Il appartenait au notaire de faire diligence pour que des garanties de paiement du prix soient apportées aux venderesses, y compris dans le cas d’ouverture d’une procédure collective, mais sans que cela ait pour effet d’en faire le garant du paiement du prix payable à terme, son obligation étant de moyen et non de résultat. Il ne peut non plus être imputé à Me [Z] [U] le fait que la SCCV Les [18] a été placée en liquidation judiciaire.
Les préjudices de Mmes [C] et [G] ne peuvent consister qu’en la perte de chance de percevoir leurs créances dans l’hypothèse où des garanties auraient été prises conformément à leurs intérêts, dans le cadre de la liquidation judiciaire de leur débitrice, la SCCV Les [18], comparé à leurs situations de créancières dorénavant chirographaires.
Les parties ne produisent aux débats aucun élément sur l’état d’avancement de la procédure de liquidation judiciaire de la SCCV Les [18], et le sort des créances que Mmes [C] et [G] disent avoir déclarées, éléments sans lesquels la juridiction ne peut déterminer les préjudices des demanderesses.
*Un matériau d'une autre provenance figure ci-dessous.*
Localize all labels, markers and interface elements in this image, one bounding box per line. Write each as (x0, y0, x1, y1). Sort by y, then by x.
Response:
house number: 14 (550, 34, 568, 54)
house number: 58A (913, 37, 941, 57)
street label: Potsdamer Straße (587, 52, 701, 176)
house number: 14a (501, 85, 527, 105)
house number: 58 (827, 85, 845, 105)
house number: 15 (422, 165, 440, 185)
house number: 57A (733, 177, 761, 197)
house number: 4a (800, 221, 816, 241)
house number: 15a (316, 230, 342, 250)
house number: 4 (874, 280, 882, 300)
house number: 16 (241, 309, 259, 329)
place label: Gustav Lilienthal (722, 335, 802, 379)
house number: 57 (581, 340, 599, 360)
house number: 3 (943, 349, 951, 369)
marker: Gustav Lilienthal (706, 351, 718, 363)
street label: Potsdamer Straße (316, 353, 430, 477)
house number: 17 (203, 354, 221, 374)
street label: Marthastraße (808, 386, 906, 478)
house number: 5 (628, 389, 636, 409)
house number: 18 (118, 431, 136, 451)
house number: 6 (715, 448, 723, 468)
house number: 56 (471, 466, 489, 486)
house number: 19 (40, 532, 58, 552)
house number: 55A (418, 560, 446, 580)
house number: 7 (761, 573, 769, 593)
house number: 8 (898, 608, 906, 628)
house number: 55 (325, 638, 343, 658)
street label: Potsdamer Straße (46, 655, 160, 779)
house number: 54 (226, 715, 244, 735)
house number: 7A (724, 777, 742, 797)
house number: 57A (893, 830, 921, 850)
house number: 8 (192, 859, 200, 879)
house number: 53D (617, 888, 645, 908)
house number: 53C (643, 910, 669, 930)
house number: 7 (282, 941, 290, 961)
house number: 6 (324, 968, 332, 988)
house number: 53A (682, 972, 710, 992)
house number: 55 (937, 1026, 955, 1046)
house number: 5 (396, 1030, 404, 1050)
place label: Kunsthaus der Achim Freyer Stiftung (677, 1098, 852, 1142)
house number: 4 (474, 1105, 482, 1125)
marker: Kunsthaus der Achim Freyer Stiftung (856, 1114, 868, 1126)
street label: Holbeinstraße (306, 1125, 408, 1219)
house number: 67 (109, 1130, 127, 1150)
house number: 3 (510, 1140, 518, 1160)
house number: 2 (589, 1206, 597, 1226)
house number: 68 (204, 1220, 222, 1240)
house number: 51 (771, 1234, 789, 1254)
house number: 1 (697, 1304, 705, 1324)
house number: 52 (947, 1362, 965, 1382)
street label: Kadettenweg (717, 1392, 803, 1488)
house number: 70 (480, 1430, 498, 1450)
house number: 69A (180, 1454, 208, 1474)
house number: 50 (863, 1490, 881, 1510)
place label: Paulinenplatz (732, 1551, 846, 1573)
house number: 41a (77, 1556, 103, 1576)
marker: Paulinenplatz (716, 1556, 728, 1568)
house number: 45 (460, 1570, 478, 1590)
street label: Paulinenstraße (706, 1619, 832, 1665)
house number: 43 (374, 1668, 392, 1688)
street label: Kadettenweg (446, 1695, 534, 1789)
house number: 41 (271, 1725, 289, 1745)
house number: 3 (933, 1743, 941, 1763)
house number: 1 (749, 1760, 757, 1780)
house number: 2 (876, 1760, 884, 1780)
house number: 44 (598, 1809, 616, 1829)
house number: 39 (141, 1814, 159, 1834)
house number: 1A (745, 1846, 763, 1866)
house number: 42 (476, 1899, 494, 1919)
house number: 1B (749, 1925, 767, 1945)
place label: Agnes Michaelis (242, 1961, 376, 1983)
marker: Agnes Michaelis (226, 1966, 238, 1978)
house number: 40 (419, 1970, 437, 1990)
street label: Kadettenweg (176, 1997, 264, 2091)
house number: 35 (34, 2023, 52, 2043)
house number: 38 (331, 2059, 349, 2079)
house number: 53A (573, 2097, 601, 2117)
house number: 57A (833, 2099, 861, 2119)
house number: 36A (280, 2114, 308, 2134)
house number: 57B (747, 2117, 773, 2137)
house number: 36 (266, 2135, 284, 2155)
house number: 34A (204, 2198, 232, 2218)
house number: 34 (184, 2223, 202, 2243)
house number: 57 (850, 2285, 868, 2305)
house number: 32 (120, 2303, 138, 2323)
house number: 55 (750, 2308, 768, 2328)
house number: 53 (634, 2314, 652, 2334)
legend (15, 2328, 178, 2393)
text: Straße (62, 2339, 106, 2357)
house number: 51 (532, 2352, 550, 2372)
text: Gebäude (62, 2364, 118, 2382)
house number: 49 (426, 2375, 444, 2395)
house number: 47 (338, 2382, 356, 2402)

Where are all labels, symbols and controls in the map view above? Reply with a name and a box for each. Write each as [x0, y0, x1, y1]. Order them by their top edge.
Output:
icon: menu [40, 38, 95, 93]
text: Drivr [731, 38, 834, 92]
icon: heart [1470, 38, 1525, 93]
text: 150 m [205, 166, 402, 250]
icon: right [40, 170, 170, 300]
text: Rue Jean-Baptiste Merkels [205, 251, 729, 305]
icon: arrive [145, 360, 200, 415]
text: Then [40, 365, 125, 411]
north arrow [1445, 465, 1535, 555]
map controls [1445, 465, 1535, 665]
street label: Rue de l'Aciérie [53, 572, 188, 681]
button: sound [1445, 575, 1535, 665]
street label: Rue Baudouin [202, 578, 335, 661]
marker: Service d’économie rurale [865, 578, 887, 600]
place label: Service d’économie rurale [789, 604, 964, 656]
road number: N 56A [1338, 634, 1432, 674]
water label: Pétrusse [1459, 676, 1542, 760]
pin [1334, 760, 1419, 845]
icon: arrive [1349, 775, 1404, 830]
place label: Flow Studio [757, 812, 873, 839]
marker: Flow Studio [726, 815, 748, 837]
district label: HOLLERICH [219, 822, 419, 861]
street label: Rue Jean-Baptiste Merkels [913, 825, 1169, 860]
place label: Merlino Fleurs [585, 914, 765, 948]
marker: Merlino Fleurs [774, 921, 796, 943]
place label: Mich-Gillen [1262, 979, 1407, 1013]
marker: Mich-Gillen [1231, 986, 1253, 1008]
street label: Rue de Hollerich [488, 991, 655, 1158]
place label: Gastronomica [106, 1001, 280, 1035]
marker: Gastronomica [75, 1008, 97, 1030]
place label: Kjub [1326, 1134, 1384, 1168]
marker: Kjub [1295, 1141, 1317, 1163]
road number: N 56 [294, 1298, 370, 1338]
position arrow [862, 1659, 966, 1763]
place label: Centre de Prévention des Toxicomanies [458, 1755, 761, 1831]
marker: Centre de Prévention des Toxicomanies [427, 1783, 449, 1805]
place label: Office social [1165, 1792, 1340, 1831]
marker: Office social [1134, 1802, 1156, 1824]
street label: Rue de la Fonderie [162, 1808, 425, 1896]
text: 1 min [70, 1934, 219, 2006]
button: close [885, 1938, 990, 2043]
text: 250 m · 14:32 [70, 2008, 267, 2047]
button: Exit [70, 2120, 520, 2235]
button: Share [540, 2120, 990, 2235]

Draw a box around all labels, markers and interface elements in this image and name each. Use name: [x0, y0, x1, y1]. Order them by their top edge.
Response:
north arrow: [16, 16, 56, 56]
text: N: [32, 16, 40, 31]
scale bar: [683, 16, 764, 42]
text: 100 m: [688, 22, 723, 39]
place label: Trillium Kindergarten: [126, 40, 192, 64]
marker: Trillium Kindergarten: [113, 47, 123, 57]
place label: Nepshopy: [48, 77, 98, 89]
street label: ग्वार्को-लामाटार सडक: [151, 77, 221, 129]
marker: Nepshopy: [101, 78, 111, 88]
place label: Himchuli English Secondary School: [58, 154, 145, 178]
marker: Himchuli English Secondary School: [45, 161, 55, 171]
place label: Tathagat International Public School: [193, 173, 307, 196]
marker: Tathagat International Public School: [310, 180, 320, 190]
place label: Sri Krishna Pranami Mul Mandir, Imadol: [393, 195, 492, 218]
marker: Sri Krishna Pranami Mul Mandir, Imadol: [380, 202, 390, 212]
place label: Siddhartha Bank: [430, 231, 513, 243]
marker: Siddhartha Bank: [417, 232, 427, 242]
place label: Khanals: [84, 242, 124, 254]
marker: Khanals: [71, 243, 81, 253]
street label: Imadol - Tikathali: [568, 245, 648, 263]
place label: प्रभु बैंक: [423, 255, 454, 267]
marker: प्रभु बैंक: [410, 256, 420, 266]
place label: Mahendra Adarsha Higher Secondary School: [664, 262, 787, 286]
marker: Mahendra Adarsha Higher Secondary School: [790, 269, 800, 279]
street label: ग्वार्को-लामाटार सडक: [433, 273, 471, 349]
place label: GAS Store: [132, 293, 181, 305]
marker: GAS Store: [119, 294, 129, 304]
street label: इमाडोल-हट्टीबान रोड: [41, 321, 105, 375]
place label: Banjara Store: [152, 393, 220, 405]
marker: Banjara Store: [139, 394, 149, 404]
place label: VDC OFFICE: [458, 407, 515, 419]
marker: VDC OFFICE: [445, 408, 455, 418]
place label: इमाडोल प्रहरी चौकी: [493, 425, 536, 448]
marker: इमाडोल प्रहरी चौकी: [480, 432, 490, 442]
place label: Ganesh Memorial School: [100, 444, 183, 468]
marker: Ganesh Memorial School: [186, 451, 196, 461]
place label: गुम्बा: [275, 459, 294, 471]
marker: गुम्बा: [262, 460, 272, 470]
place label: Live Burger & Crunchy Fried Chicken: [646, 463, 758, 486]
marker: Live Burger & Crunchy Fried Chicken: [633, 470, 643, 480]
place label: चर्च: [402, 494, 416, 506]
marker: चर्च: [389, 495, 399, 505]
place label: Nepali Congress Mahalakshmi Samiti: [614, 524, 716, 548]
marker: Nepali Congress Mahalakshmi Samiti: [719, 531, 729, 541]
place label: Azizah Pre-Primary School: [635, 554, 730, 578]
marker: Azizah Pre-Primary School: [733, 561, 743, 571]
Il convient dès lors d’ordonner la réouverture des débats et d’enjoindre les parties d’exposer leurs moyens et arguments sur la perte de chance de Mmes [C] et [G] de percevoir leurs créances dans l’hypothèse où des garanties auraient été prises conformément à leurs intérêts, ceci dans le cadre de la liquidation judiciaire de la SCCV Les [18].
PAR CES MOTIFS :
Le Tribunal, statuant publiquement, par décision contradictoire et avant-dire droit, par mise à disposition au greffe,
Ordonne le rabat de l’ordonnance de clôture et la réouverture des débats ;
Enjoint les parties d’exposer leurs moyens et arguments sur la perte de chance de Mmes [C] et [G] de percevoir leurs créances dans l’hypothèse où des garanties auraient été prises conformément à leurs intérêts, ceci dans le cadre de la liquidation judiciaire de la SCCV Les [18] ;
Renvoie l’affaire à l’audience de mise en état du 27 Mars 2025 ;
Réserve les dépens.
Jugement rendu par mise à disposition au Greffe le DIX SEPT DECEMBRE DEUX MIL VINGT QUATRE, par Yannick BRISQUET, Premier Vice-Président, assisté de Séverine MOIRÉ, Greffier, lesquelles ont signé la minute du présent Jugement.